- _YOUR OBJECTIVE_:
Below are records to be copied exactly; their pictures are to be omitted.

[Entries taken from a collection]
************

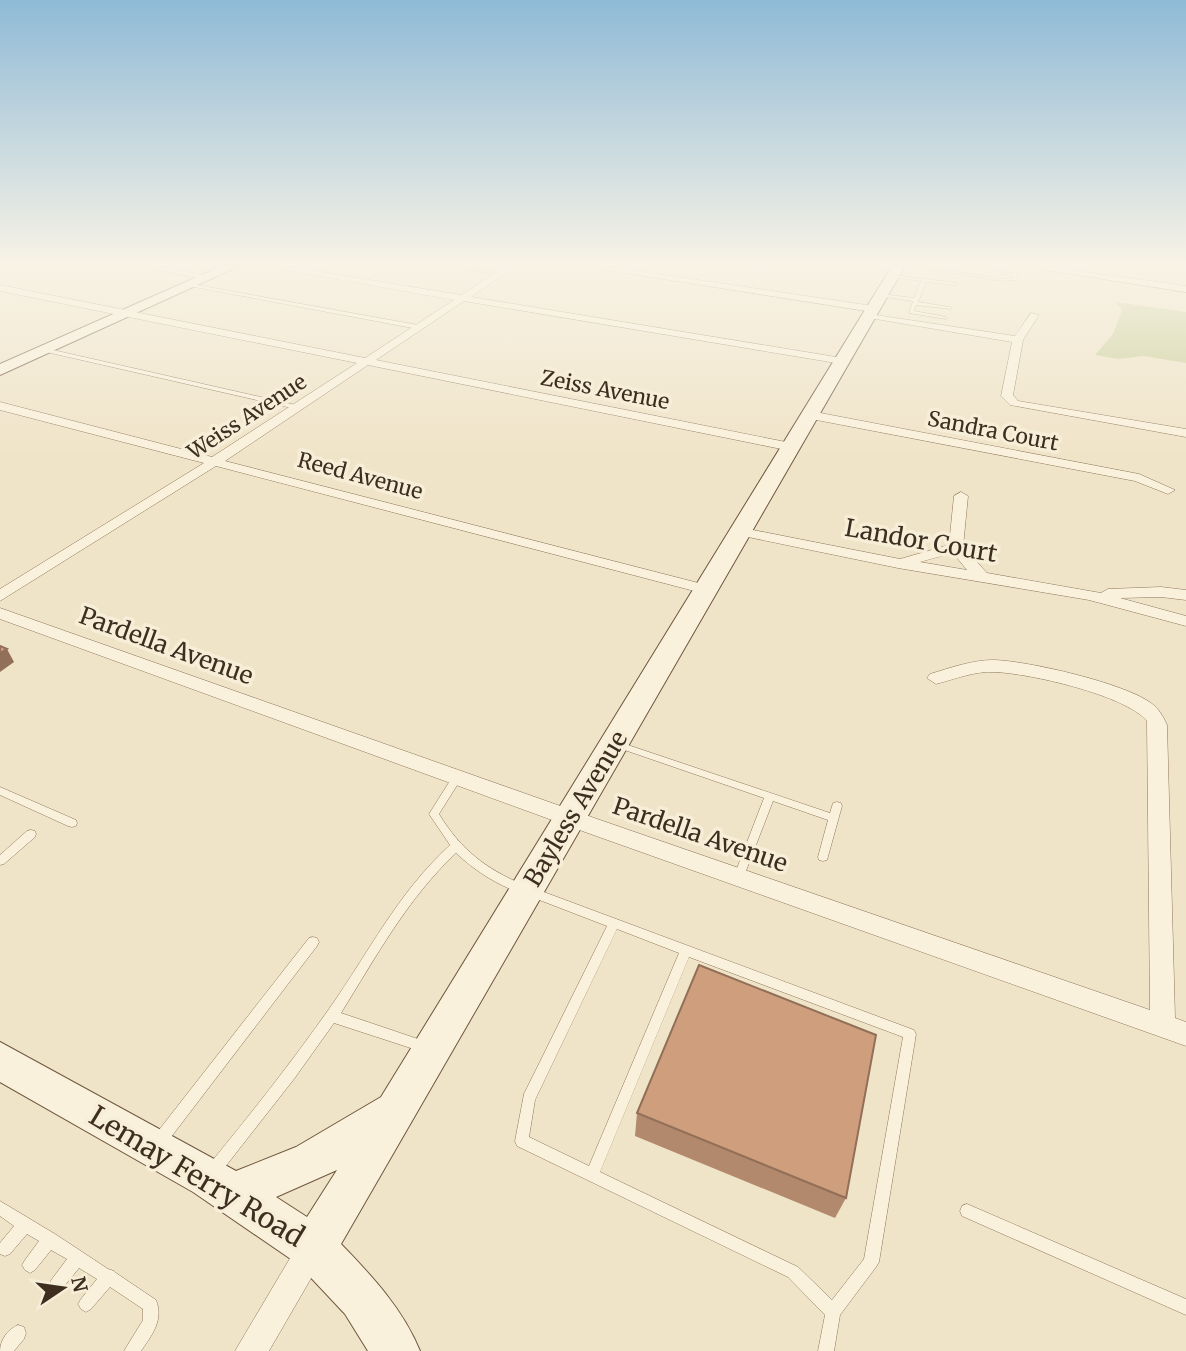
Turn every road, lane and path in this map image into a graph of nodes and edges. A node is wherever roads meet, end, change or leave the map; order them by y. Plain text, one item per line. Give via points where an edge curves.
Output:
1 (92, 329) edge
2 (202, 329) edge
3 (415, 329) edge
4 (650, 329) edge
5 (862, 329) edge
6 (993, 329) edge
7 (1025, 329) edge
8 (1018, 340) junction
9 (44, 350) junction
10 (364, 361) junction
11 (842, 361) junction
12 (0, 370) edge
13 (0, 406) edge
14 (296, 407) junction
15 (810, 415) junction
16 (1186, 433) edge
17 (791, 447) junction
18 (214, 462) junction
19 (1168, 490) dead end
20 (961, 496) dead end
21 (743, 532) junction
22 (956, 548) junction
23 (898, 564) junction
24 (981, 576) junction
25 (708, 590) junction
26 (1090, 594) junction
27 (1186, 595) edge
28 (0, 596) edge
29 (0, 613) edge
30 (1186, 621) edge
31 (936, 678) dead end
32 (614, 743) junction
33 (456, 779) junction
34 (0, 791) edge
35 (769, 798) junction
36 (837, 806) dead end
37 (570, 816) junction
38 (833, 818) junction
39 (72, 823) dead end
40 (31, 834) dead end
41 (456, 846) junction
42 (822, 857) dead end
43 (0, 862) edge
44 (739, 876) junction
45 (527, 890) junction
46 (614, 923) junction
47 (313, 942) dead end
48 (686, 950) junction
49 (331, 1016) junction
50 (1163, 1026) junction
51 (1186, 1034) edge
52 (434, 1050) junction
53 (0, 1061) edge
54 (398, 1110) junction
55 (156, 1147) junction
56 (592, 1175) junction
57 (220, 1185) junction
58 (0, 1208) edge
59 (967, 1211) dead end
60 (25, 1224) junction
61 (50, 1239) junction
62 (314, 1248) junction
63 (5, 1249) dead end
64 (78, 1257) junction
65 (30, 1265) dead end
66 (109, 1276) junction
67 (57, 1284) dead end
68 (86, 1304) dead end
69 (1186, 1307) edge
70 (833, 1312) junction
71 (18, 1334) dead end
72 (4, 1351) edge
73 (132, 1351) edge
74 (251, 1351) edge
75 (396, 1351) edge
76 (826, 1351) edge

1 - 9 main road
2 - 10 street, Zeiss Avenue
3 - 10 street, Weiss Avenue
4 - 11 street
5 - 11 main road, Bayless Avenue
6 - 8 street
7 - 8 street
8 - 16 street via 1007,396 1014,403
9 - 12 main road
9 - 14 lane
10 - 14 street, Weiss Avenue
10 - 17 street, Zeiss Avenue
11 - 15 main road, Bayless Avenue
13 - 18 street, Reed Avenue
14 - 18 street, Weiss Avenue
15 - 17 main road, Bayless Avenue
15 - 19 street, Sandra Court via 1139,478
17 - 21 main road, Bayless Avenue
18 - 25 street, Reed Avenue
18 - 28 street, Weiss Avenue
20 - 22 street
21 - 23 street, Landor Court
21 - 25 main road, Bayless Avenue
22 - 23 street
22 - 24 street
23 - 24 street, Landor Court
24 - 26 street, Landor Court
25 - 32 main road, Bayless Avenue
26 - 27 street, Landor Court
26 - 30 street, Landor Court
29 - 33 street, Pardella Avenue
31 - 50 street via 990,666 1019,668 1148,709 1158,725
32 - 35 lane
32 - 37 main road, Bayless Avenue
33 - 37 street, Pardella Avenue
33 - 41 lane via 434,814
34 - 39 lane
35 - 38 lane
35 - 44 lane
36 - 38 lane
37 - 44 street, Pardella Avenue
37 - 45 main road, Bayless Avenue
38 - 42 lane
40 - 43 lane
41 - 45 lane via 476,867
41 - 49 lane via 411,893
44 - 50 street, Pardella Avenue
45 - 46 lane
45 - 52 main road, Bayless Avenue
46 - 48 lane
46 - 56 lane via 529,1099 522,1141
47 - 55 lane
48 - 56 lane
48 - 70 lane via 910,1034 871,1262
49 - 52 lane
49 - 57 lane
50 - 51 street, Pardella Avenue
52 - 54 main road, Bayless Avenue
53 - 55 main road, Lemay Ferry Road
54 - 57 main road via 310,1162
54 - 62 main road, Bayless Avenue
55 - 57 main road, Lemay Ferry Road
56 - 70 lane via 793,1272
57 - 62 main road, Lemay Ferry Road
58 - 60 lane
59 - 69 lane
60 - 61 lane
60 - 63 lane
61 - 64 lane
61 - 65 lane
62 - 74 street, Bayless Avenue
62 - 75 main road, Lemay Ferry Road via 361,1298
64 - 66 lane
64 - 67 lane
66 - 68 lane
66 - 73 lane via 151,1305 151,1322
70 - 76 lane
71 - 72 lane

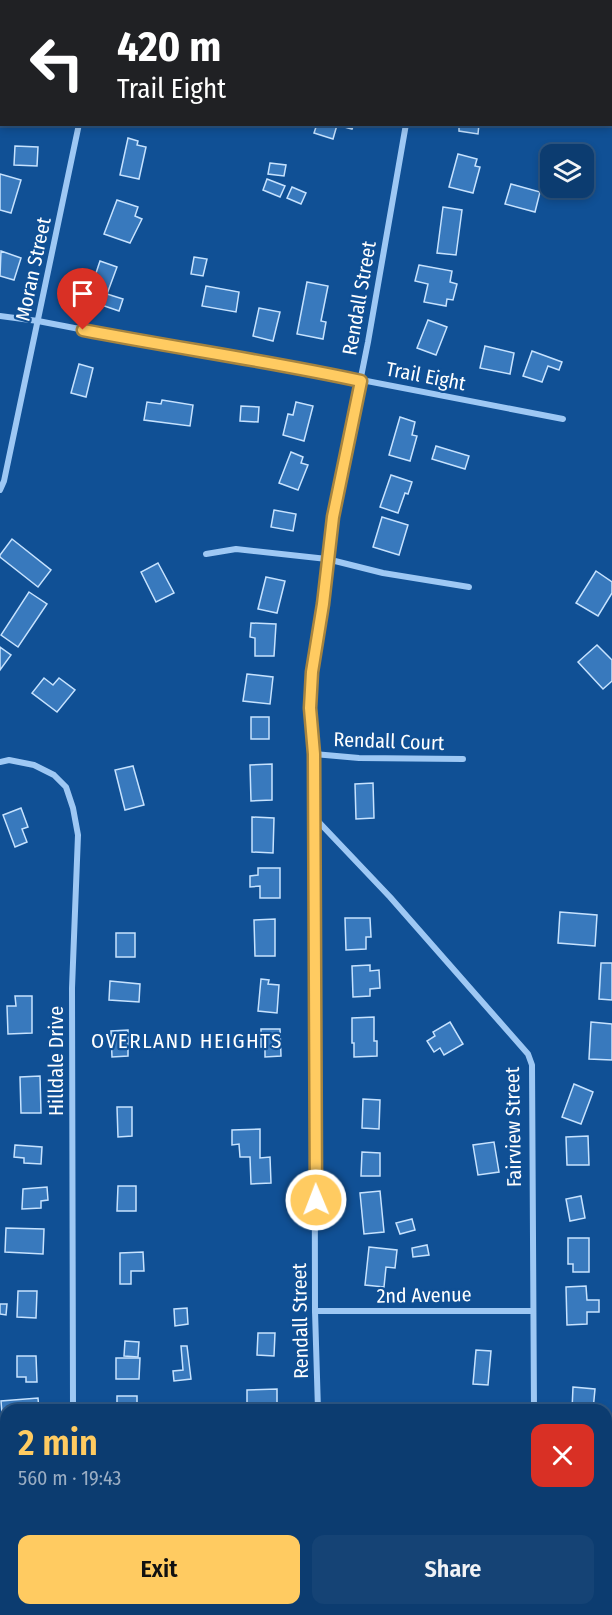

************

- _YOUR SOLUTION_:
Turn every road, lane and path in this map image into a graph of nodes and edges. A node is wherever roads meet, end, change or leave the map; order them by y. Plain text, one item per line. Give via points where an edge curves.
Output:
1 (92, 329) edge
2 (202, 329) edge
3 (415, 329) edge
4 (650, 329) edge
5 (862, 329) edge
6 (993, 329) edge
7 (1025, 329) edge
8 (1018, 340) junction
9 (44, 350) junction
10 (364, 361) junction
11 (842, 361) junction
12 (0, 370) edge
13 (0, 406) edge
14 (296, 407) junction
15 (810, 415) junction
16 (1186, 433) edge
17 (791, 447) junction
18 (214, 462) junction
19 (1168, 490) dead end
20 (961, 496) dead end
21 (743, 532) junction
22 (956, 548) junction
23 (898, 564) junction
24 (981, 576) junction
25 (708, 590) junction
26 (1090, 594) junction
27 (1186, 595) edge
28 (0, 596) edge
29 (0, 613) edge
30 (1186, 621) edge
31 (936, 678) dead end
32 (614, 743) junction
33 (456, 779) junction
34 (0, 791) edge
35 (769, 798) junction
36 (837, 806) dead end
37 (570, 816) junction
38 (833, 818) junction
39 (72, 823) dead end
40 (31, 834) dead end
41 (456, 846) junction
42 (822, 857) dead end
43 (0, 862) edge
44 (739, 876) junction
45 (527, 890) junction
46 (614, 923) junction
47 (313, 942) dead end
48 (686, 950) junction
49 (331, 1016) junction
50 (1163, 1026) junction
51 (1186, 1034) edge
52 (434, 1050) junction
53 (0, 1061) edge
54 (398, 1110) junction
55 (156, 1147) junction
56 (592, 1175) junction
57 (220, 1185) junction
58 (0, 1208) edge
59 (967, 1211) dead end
60 (25, 1224) junction
61 (50, 1239) junction
62 (314, 1248) junction
63 (5, 1249) dead end
64 (78, 1257) junction
65 (30, 1265) dead end
66 (109, 1276) junction
67 (57, 1284) dead end
68 (86, 1304) dead end
69 (1186, 1307) edge
70 (833, 1312) junction
71 (18, 1334) dead end
72 (4, 1351) edge
73 (132, 1351) edge
74 (251, 1351) edge
75 (396, 1351) edge
76 (826, 1351) edge

1 - 9 main road
2 - 10 street, Zeiss Avenue
3 - 10 street, Weiss Avenue
4 - 11 street
5 - 11 main road, Bayless Avenue
6 - 8 street
7 - 8 street
8 - 16 street via 1007,396 1014,403
9 - 12 main road
9 - 14 lane
10 - 14 street, Weiss Avenue
10 - 17 street, Zeiss Avenue
11 - 15 main road, Bayless Avenue
13 - 18 street, Reed Avenue
14 - 18 street, Weiss Avenue
15 - 17 main road, Bayless Avenue
15 - 19 street, Sandra Court via 1139,478
17 - 21 main road, Bayless Avenue
18 - 25 street, Reed Avenue
18 - 28 street, Weiss Avenue
20 - 22 street
21 - 23 street, Landor Court
21 - 25 main road, Bayless Avenue
22 - 23 street
22 - 24 street
23 - 24 street, Landor Court
24 - 26 street, Landor Court
25 - 32 main road, Bayless Avenue
26 - 27 street, Landor Court
26 - 30 street, Landor Court
29 - 33 street, Pardella Avenue
31 - 50 street via 990,666 1019,668 1148,709 1158,725
32 - 35 lane
32 - 37 main road, Bayless Avenue
33 - 37 street, Pardella Avenue
33 - 41 lane via 434,814
34 - 39 lane
35 - 38 lane
35 - 44 lane
36 - 38 lane
37 - 44 street, Pardella Avenue
37 - 45 main road, Bayless Avenue
38 - 42 lane
40 - 43 lane
41 - 45 lane via 476,867
41 - 49 lane via 411,893
44 - 50 street, Pardella Avenue
45 - 46 lane
45 - 52 main road, Bayless Avenue
46 - 48 lane
46 - 56 lane via 529,1099 522,1141
47 - 55 lane
48 - 56 lane
48 - 70 lane via 910,1034 871,1262
49 - 52 lane
49 - 57 lane
50 - 51 street, Pardella Avenue
52 - 54 main road, Bayless Avenue
53 - 55 main road, Lemay Ferry Road
54 - 57 main road via 310,1162
54 - 62 main road, Bayless Avenue
55 - 57 main road, Lemay Ferry Road
56 - 70 lane via 793,1272
57 - 62 main road, Lemay Ferry Road
58 - 60 lane
59 - 69 lane
60 - 61 lane
60 - 63 lane
61 - 64 lane
61 - 65 lane
62 - 74 street, Bayless Avenue
62 - 75 main road, Lemay Ferry Road via 361,1298
64 - 66 lane
64 - 67 lane
66 - 68 lane
66 - 73 lane via 151,1305 151,1322
70 - 76 lane
71 - 72 lane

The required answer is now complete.